Non è la prima volta, a dire il vero, nella storia degli Usa che gli apparati di intelligence si scontrano con il presidente e gli ambienti politici. Ma la deflagrazione stavolta è di quelle che finiscono sui giornali.

“Anche i nostri alleati europei spiano i leader e i servizi d’intelligence americani”. Lo ha detto un alto responsabile dello spionaggio americano nel corso di un’audizione al Congresso. “Quando sento parlare dell’attività di sorveglianza sugli alleati – ha aggiunto James Clapper, capo della Dni – mi ricorda quella scena di Casablanca, quando il Commissario chiude il locale di Bogart, dicendo ‘qui si gioca illegalmente’, e nel frattempo si mette i soldi in tasca”. Insomma, tutti sapevano tutto.

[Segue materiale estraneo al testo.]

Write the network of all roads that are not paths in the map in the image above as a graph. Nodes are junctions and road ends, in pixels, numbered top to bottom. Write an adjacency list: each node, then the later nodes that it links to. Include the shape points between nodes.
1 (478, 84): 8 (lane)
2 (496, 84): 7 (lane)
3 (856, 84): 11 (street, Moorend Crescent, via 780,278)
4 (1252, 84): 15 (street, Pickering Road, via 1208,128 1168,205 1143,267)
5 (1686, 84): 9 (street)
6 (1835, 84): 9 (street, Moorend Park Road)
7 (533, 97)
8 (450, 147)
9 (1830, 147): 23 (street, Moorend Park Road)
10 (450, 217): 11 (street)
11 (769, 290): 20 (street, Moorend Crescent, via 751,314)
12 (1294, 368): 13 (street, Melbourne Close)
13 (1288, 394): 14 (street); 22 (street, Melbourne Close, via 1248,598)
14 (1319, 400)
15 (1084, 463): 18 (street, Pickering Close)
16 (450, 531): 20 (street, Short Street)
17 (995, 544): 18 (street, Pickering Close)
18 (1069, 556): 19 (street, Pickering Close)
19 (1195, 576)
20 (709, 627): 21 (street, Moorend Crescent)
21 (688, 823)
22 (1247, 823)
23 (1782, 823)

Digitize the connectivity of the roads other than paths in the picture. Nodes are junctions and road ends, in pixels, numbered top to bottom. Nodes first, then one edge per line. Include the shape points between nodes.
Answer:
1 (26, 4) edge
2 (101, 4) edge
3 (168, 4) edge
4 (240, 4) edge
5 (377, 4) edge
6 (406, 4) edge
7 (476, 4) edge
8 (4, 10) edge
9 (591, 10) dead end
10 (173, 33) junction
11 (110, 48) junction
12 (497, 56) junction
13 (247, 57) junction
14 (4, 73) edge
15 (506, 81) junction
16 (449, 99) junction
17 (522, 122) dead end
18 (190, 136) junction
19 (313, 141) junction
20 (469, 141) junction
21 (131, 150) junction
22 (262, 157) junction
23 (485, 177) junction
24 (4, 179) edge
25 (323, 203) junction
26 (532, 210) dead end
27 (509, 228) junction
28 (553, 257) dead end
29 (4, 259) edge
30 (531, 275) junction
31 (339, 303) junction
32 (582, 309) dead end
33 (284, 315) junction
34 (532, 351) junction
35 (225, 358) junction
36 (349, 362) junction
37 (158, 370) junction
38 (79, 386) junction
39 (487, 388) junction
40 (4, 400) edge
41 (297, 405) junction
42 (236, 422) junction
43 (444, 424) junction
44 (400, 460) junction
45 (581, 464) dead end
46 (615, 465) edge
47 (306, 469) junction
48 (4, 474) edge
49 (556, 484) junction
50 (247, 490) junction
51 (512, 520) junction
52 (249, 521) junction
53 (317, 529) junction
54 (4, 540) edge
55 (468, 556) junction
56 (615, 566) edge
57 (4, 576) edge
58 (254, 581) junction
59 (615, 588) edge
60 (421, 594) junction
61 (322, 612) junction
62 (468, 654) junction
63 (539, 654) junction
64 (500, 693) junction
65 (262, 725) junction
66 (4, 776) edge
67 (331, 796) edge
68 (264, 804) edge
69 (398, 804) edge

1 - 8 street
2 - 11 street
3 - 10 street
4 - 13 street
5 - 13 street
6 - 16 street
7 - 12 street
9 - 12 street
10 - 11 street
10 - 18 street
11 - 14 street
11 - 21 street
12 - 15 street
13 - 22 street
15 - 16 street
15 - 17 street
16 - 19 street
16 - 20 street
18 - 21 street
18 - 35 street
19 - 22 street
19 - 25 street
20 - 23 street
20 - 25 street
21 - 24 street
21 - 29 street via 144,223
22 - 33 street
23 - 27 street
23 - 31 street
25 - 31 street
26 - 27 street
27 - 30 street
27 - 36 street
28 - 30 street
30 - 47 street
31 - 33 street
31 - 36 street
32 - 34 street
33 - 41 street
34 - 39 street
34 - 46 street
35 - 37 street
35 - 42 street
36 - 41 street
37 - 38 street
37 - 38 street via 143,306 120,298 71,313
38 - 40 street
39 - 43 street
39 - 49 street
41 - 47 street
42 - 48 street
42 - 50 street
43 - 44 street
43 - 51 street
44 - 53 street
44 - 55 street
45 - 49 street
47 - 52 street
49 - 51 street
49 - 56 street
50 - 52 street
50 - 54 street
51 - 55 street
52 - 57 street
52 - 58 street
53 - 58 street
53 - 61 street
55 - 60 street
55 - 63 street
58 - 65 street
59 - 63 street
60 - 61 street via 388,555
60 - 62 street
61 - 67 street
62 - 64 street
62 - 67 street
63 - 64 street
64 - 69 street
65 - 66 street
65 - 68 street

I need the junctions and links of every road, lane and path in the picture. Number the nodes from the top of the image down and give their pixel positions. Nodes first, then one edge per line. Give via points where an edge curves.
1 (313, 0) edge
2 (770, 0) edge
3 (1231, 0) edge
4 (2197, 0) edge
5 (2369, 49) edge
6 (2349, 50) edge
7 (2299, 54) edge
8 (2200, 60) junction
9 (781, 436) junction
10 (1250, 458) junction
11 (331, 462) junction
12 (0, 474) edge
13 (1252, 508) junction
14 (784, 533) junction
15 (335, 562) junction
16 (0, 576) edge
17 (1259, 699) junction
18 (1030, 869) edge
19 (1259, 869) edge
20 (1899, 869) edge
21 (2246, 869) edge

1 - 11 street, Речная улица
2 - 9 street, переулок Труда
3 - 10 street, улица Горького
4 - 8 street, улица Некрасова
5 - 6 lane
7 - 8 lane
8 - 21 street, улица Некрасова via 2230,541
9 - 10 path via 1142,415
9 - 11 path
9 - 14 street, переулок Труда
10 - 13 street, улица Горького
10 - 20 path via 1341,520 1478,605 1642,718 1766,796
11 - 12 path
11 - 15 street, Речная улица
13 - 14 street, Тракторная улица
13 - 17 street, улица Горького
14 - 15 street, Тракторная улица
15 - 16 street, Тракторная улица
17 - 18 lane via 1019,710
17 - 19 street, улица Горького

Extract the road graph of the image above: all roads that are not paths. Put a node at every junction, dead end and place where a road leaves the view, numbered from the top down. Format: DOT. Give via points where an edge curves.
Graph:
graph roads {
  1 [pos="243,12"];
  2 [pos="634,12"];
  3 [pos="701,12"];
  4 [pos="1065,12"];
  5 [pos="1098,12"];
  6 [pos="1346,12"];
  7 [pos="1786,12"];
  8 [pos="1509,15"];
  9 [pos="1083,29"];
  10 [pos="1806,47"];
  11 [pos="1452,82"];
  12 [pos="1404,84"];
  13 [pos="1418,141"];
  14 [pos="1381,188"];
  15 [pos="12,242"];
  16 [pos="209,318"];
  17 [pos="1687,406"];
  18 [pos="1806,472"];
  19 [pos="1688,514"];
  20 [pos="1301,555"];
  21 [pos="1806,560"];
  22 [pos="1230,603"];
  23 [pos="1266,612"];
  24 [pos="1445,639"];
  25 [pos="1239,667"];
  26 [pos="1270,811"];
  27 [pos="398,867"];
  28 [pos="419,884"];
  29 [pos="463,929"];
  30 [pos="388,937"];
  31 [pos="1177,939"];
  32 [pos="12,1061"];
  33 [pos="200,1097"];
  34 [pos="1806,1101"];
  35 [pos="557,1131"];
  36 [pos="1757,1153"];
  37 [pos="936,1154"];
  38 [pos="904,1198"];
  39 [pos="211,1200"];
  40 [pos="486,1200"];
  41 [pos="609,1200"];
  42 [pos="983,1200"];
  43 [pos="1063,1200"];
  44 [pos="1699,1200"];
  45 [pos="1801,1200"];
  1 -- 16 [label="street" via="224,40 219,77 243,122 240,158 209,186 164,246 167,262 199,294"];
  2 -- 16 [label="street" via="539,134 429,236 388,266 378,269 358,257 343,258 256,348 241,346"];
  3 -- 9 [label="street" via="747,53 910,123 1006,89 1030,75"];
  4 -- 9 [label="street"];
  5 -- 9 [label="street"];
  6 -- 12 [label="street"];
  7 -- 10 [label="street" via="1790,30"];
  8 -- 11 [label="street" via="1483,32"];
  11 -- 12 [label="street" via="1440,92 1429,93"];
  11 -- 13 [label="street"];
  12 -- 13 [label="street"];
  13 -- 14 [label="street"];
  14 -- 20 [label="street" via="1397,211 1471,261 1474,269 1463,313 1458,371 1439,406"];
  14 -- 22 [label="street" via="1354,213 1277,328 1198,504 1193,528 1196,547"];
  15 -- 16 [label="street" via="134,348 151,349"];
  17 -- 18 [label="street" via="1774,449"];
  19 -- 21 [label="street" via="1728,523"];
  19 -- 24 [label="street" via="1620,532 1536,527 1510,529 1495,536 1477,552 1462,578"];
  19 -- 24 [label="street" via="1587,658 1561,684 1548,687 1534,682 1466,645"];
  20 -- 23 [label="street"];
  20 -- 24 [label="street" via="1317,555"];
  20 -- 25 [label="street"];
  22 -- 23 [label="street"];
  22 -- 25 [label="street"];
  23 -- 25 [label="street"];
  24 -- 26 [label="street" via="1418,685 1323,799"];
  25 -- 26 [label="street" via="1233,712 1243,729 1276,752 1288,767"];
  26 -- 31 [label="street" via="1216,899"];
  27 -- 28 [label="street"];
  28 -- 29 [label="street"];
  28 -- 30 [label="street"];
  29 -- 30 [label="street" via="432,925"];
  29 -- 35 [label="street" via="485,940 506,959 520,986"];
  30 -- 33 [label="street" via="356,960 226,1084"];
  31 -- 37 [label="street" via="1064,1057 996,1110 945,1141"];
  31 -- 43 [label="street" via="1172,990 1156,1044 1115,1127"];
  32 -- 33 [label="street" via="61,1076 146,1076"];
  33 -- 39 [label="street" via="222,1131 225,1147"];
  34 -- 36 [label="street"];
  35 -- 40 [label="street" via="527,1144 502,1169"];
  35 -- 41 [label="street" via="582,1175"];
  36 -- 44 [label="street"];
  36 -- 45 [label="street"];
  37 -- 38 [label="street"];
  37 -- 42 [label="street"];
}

Ma l’intelligence Usa è soprattutto furiosa con la Casa Bianca. Lo scrive il Los Angeles Times, pubblicando lo sfogo di diversi componenti, rimasti anonimi dello spionaggio Usa. “Barack Obama ci ha scaricato, ci ha abbandonato al nostro destino, prendendo le distanze dallo scandalo Nsa. Il presidente – prosegue la fonte – può non aver ricevuto briefing sullo spionaggio dei leader, come dice la Nsa. Ma il Consiglio di sicurezza nazionale della Casa Bianca sapeva esattamente cosa stesse accadendo, sostenere il contrario è ridicolo”.

Non solo. “Non abbiamo raccolto noi le informazioni sui cittadini europei, ma i dati erano forniti dai nostri partner europei” afferma il capo della Nsa, Keith Alexander, definendo totalmente infondate le accuse apparse sulla stampa europea. Secca la replica dei servizi segreti italiani: “L’intelligence italiana non ha mai scambiato dati relativi a cittadini italiani con gli 007 americani”.

Ieri il presidente del Copasir, il senatore bergamasco Giacomo Stucchi ha sentito in audizione i direttore generale del Dipartimento delle informazioni per la sicurezza (Dis), ambasciatore Giampiero Massolo, “che ha riferito sugli sviluppi della vicenda datagate, rispondendo alle numerose domande dei componenti del Comitato”.

Intanto giovedì il presidente del Consiglio, Enrico Letta, ha convocato il Comitato interministeriale per la sicurezza della Repubblica (Cisr). All’ordine del giorno, questioni inerenti alla sicurezza delle telecomunicazioni, alla luce del caso Datagate e delle rivelazioni sullo scorso G20.